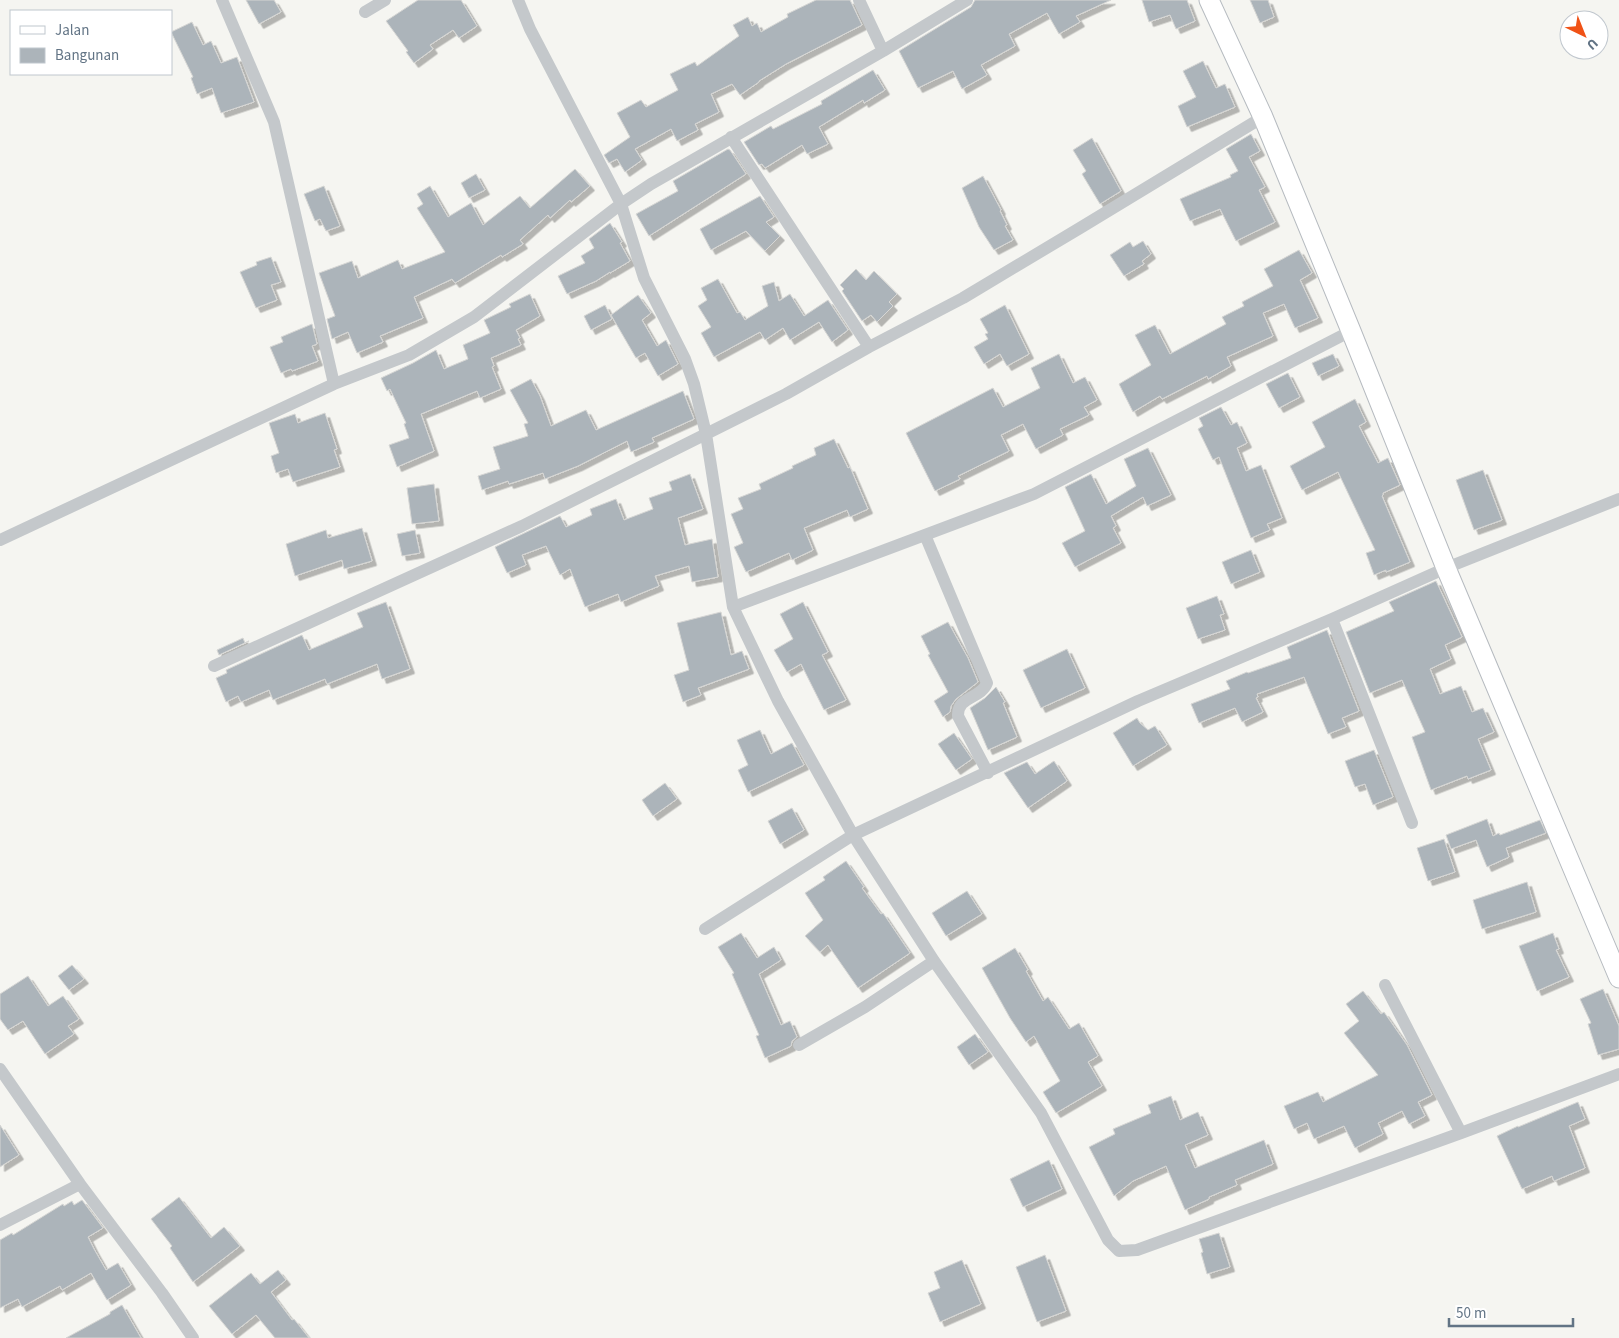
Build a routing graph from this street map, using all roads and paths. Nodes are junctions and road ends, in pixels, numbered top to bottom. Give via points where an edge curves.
1 (222, 0) edge
2 (385, 0) edge
3 (518, 0) edge
4 (859, 0) edge
5 (967, 0) edge
6 (1209, 0) edge
7 (366, 12) dead end
8 (883, 51) junction
9 (1263, 117) junction
10 (731, 137) junction
11 (622, 204) junction
12 (1351, 331) junction
13 (869, 347) junction
14 (334, 384) junction
15 (706, 434) junction
16 (1619, 499) edge
17 (925, 535) junction
18 (0, 540) edge
19 (1446, 568) junction
20 (732, 607) junction
21 (1332, 619) junction
22 (214, 666) dead end
23 (988, 772) junction
24 (1412, 823) dead end
25 (853, 835) junction
26 (705, 929) dead end
27 (934, 961) junction
28 (1619, 978) edge
29 (1385, 985) dead end
30 (798, 1045) dead end
31 (0, 1069) edge
32 (1619, 1074) edge
33 (1460, 1133) junction
34 (80, 1184) junction
35 (0, 1225) edge
36 (193, 1338) edge

1 - 14 street via 274,122
2 - 7 street
3 - 11 street
4 - 8 street
5 - 8 street
6 - 9 street
8 - 10 street
9 - 12 street
9 - 13 street via 972,293
10 - 11 street
10 - 13 street
11 - 14 street via 474,318 408,355
11 - 15 street via 644,278 685,359
12 - 17 street via 1034,494
12 - 19 street
13 - 15 street
14 - 18 street
15 - 20 street
15 - 22 street via 522,526
16 - 19 street
17 - 20 street
17 - 23 street via 987,683 983,690 963,702 958,716
19 - 21 street
19 - 28 street
20 - 25 street via 778,701
21 - 23 street via 1138,701
21 - 24 street
23 - 25 street
25 - 26 street
25 - 27 street
27 - 30 street via 865,1007
27 - 33 street via 1041,1113 1108,1240 1120,1251 1137,1250
29 - 33 street
31 - 34 street
32 - 33 street
34 - 35 street
34 - 36 street

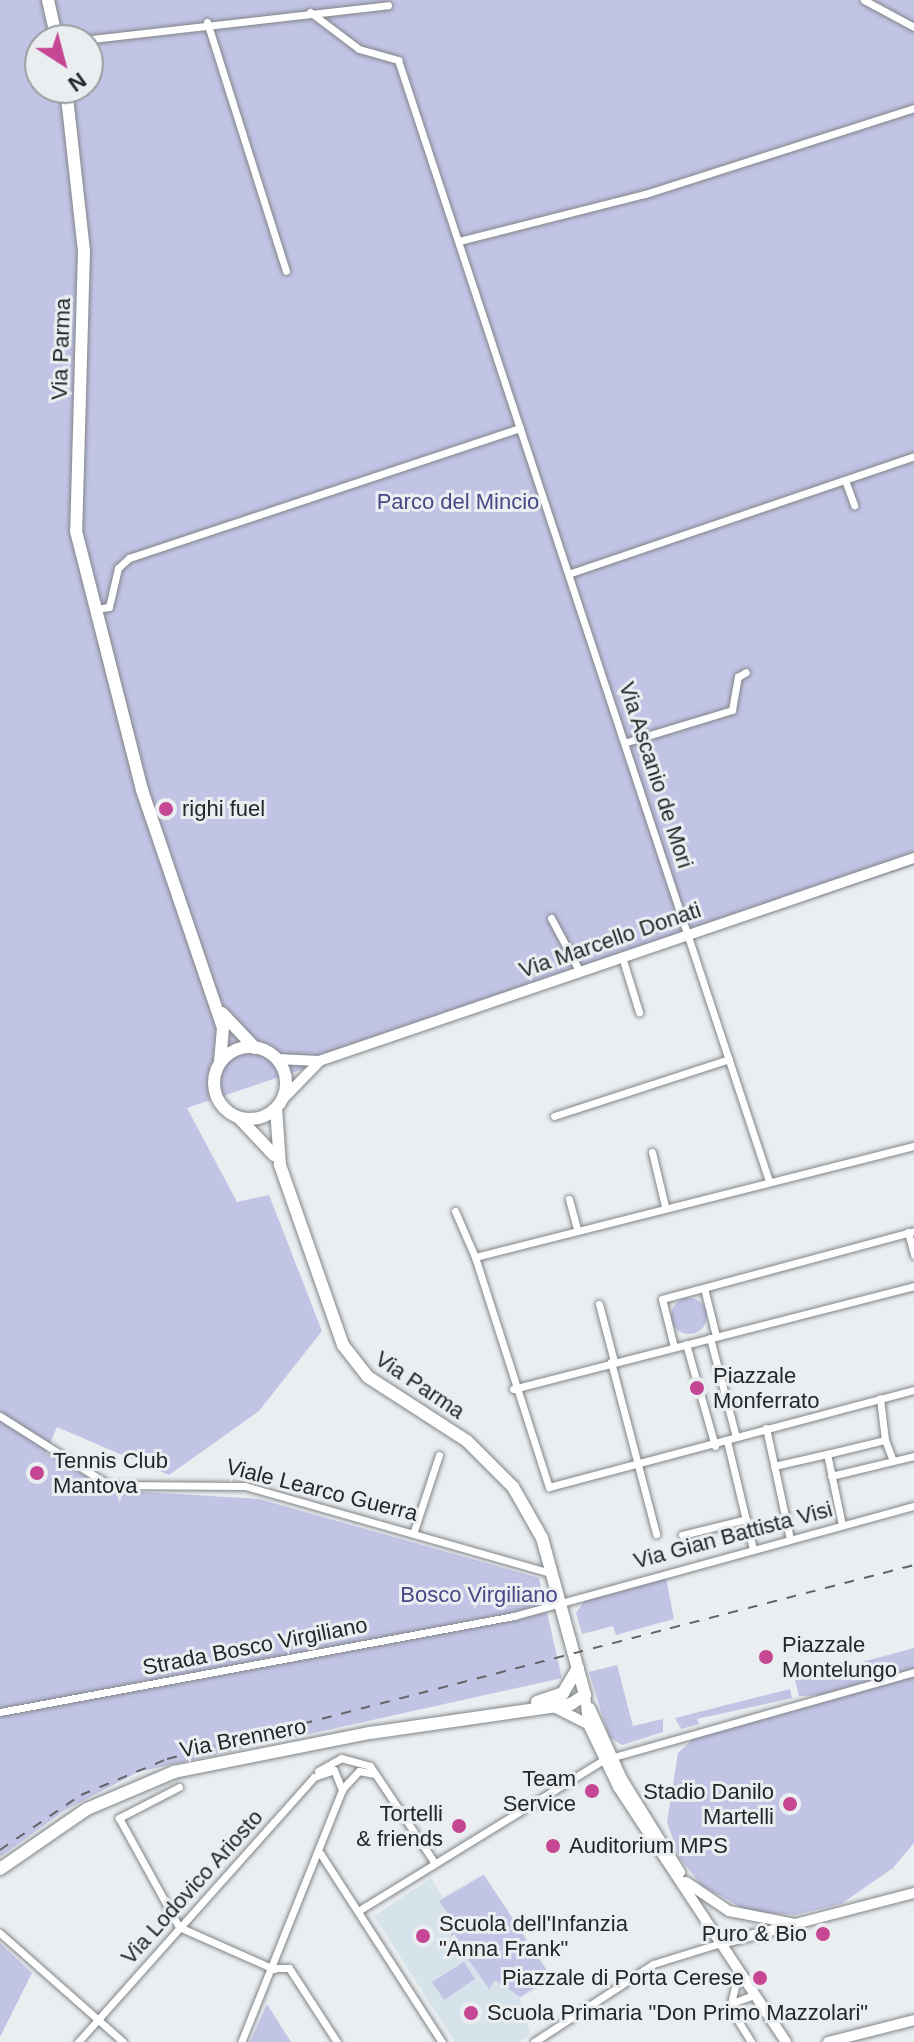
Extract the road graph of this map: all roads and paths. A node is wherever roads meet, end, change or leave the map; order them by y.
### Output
1 (48, 0) edge
2 (864, 0) edge
3 (388, 5) dead end
4 (310, 12) junction
5 (207, 22) junction
6 (53, 24) edge
7 (914, 27) edge
8 (104, 37) edge
9 (68, 104) edge
10 (914, 108) edge
11 (459, 241) junction
12 (286, 271) dead end
13 (520, 428) junction
14 (914, 456) edge
15 (845, 480) junction
16 (854, 505) dead end
17 (571, 573) junction
18 (92, 610) junction
19 (746, 672) dead end
20 (627, 742) junction
21 (914, 858) edge
22 (551, 918) dead end
23 (688, 934) junction
24 (622, 957) junction
25 (580, 972) junction
26 (214, 1000) junction
27 (639, 1012) dead end
28 (255, 1048) junction
29 (277, 1059) junction
30 (729, 1059) junction
31 (319, 1061) junction
32 (220, 1062) junction
33 (279, 1104) junction
34 (554, 1116) dead end
35 (237, 1117) junction
36 (914, 1146) edge
37 (652, 1152) dead end
38 (280, 1165) junction
39 (769, 1181) junction
40 (569, 1199) dead end
41 (665, 1206) junction
42 (455, 1211) dead end
43 (577, 1228) junction
44 (911, 1232) edge
45 (914, 1255) edge
46 (475, 1257) junction
47 (914, 1286) edge
48 (704, 1288) junction
49 (599, 1304) dead end
50 (713, 1337) junction
51 (686, 1344) junction
52 (674, 1347) junction
53 (612, 1362) junction
54 (513, 1389) junction
55 (914, 1390) edge
56 (880, 1398) junction
57 (0, 1416) edge
58 (766, 1428) junction
59 (736, 1437) junction
60 (885, 1440) junction
61 (727, 1441) junction
62 (715, 1446) junction
63 (827, 1454) junction
64 (439, 1455) dead end
65 (914, 1456) edge
66 (893, 1461) junction
67 (638, 1464) junction
68 (774, 1466) junction
69 (831, 1476) junction
70 (914, 1506) edge
71 (746, 1519) junction
72 (842, 1525) junction
73 (414, 1531) junction
74 (656, 1534) dead end
75 (682, 1535) dead end
76 (790, 1539) junction
77 (753, 1549) junction
78 (554, 1574) junction
79 (562, 1600) junction
80 (579, 1664) junction
81 (914, 1672) edge
82 (563, 1693) junction
83 (585, 1695) junction
84 (518, 1709) junction
85 (0, 1712) edge
86 (588, 1724) junction
87 (606, 1758) junction
88 (314, 1777) junction
89 (381, 1782) junction
90 (179, 1787) dead end
91 (342, 1790) junction
92 (320, 1853) junction
93 (434, 1862) junction
94 (0, 1869) edge
95 (686, 1882) junction
96 (914, 1893) edge
97 (358, 1911) junction
98 (795, 1924) junction
99 (179, 1927) junction
100 (0, 1933) edge
101 (721, 1943) junction
102 (274, 1969) junction
103 (739, 1969) junction
104 (757, 1996) junction
105 (732, 2003) junction
106 (914, 2020) edge
107 (94, 2022) junction
108 (538, 2041) edge
109 (78, 2042) edge
110 (123, 2042) edge
111 (241, 2042) edge
112 (337, 2042) edge
113 (442, 2042) edge
114 (751, 2042) edge
115 (786, 2042) edge
116 (828, 2042) edge

1 - 6 main road
2 - 7 street
3 - 4 street
4 - 5 street
4 - 11 street, Via Ascanio de Mori
5 - 8 street
5 - 12 street
9 - 18 main road, Via Parma
10 - 11 street
11 - 13 street, Via Ascanio de Mori
13 - 17 street, Via Ascanio de Mori
13 - 18 street
14 - 15 street
15 - 16 street
15 - 17 street
17 - 20 street, Via Ascanio de Mori
18 - 26 main road, Via Parma
19 - 20 street
20 - 23 street, Via Ascanio de Mori
21 - 23 main road, Via Marcello Donati
22 - 25 street
23 - 24 main road, Via Marcello Donati
23 - 30 street, Via Ascanio de Mori
24 - 25 main road, Via Marcello Donati
24 - 27 street
25 - 31 main road, Via Marcello Donati
26 - 28 main road, Via Parma
26 - 32 main road, Via Parma
28 - 29 main road
28 - 32 main road
29 - 31 main road, Via Marcello Donati
29 - 33 main road
30 - 34 street
30 - 39 street, Via Ascanio de Mori
31 - 33 main road, Via Marcello Donati
32 - 35 main road
33 - 35 main road
33 - 38 main road, Via Parma
35 - 38 main road, Via Parma
36 - 39 street
37 - 41 street
38 - 78 main road, Via Parma
39 - 41 street
40 - 43 street
41 - 43 street
42 - 46 street
43 - 46 street
44 - 45 street
44 - 48 street
46 - 54 street
47 - 50 street
48 - 50 street
48 - 52 street
49 - 53 street
50 - 51 street
50 - 59 street
51 - 52 street
51 - 62 street
52 - 53 street
53 - 54 street
53 - 67 street
54 - 67 street
55 - 56 street
56 - 58 street
56 - 60 street
57 - 73 street, Viale Learco Guerra
58 - 59 street
58 - 68 street
59 - 61 street
60 - 63 street
60 - 66 street
61 - 62 street
61 - 71 street
62 - 67 street
63 - 68 street
63 - 69 street
64 - 73 street
65 - 66 street
66 - 69 street
67 - 74 street
68 - 76 street
69 - 72 street
70 - 72 street, Via Gian Battista Visi
71 - 75 street
71 - 77 street
72 - 76 street, Via Gian Battista Visi
73 - 78 street, Viale Learco Guerra
76 - 77 street, Via Gian Battista Visi
77 - 79 street, Via Gian Battista Visi
78 - 79 main road, Via Parma
79 - 80 main road, Via Parma
79 - 85 street, Strada Bosco Virgiliano
80 - 82 main road
80 - 83 main road, Via Parma
81 - 87 street
82 - 83 main road, Via Brennero
82 - 84 main road, Via Brennero
83 - 84 main road, Via Brennero
83 - 86 main road
83 - 87 main road
84 - 86 main road, Via Brennero
84 - 94 main road, Via Brennero
86 - 87 main road
87 - 93 street
87 - 95 main road
87 - 101 main road
88 - 89 street, Via Lodovico Ariosto
88 - 91 street
88 - 99 street, Via Lodovico Ariosto
89 - 91 street
89 - 93 street, Via Lodovico Ariosto
90 - 99 street
91 - 92 street
92 - 97 street
92 - 102 street
93 - 97 street
95 - 98 main road
95 - 101 main road
96 - 98 main road
97 - 113 street
98 - 101 main road
99 - 102 street
99 - 107 street, Via Lodovico Ariosto
100 - 107 street
101 - 103 main road
101 - 108 street
102 - 111 street
102 - 112 street
103 - 104 main road
103 - 105 street
104 - 105 street
104 - 115 main road
105 - 114 street
106 - 116 main road
107 - 109 street, Via Lodovico Ariosto
107 - 110 street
__________________________________________________
Try it: Find every line in the records that uses the string "paths", then copy it.

Solution to the exercise:
Build a routing graph from this street map, using all roads and paths. Nodes are junctions and road ends, in pixels, numbered top to bottom. Give via points where an edge curves.
Extract the road graph of this map: all roads and paths. A node is wherever roads meet, end, change or leave the map; order them by y.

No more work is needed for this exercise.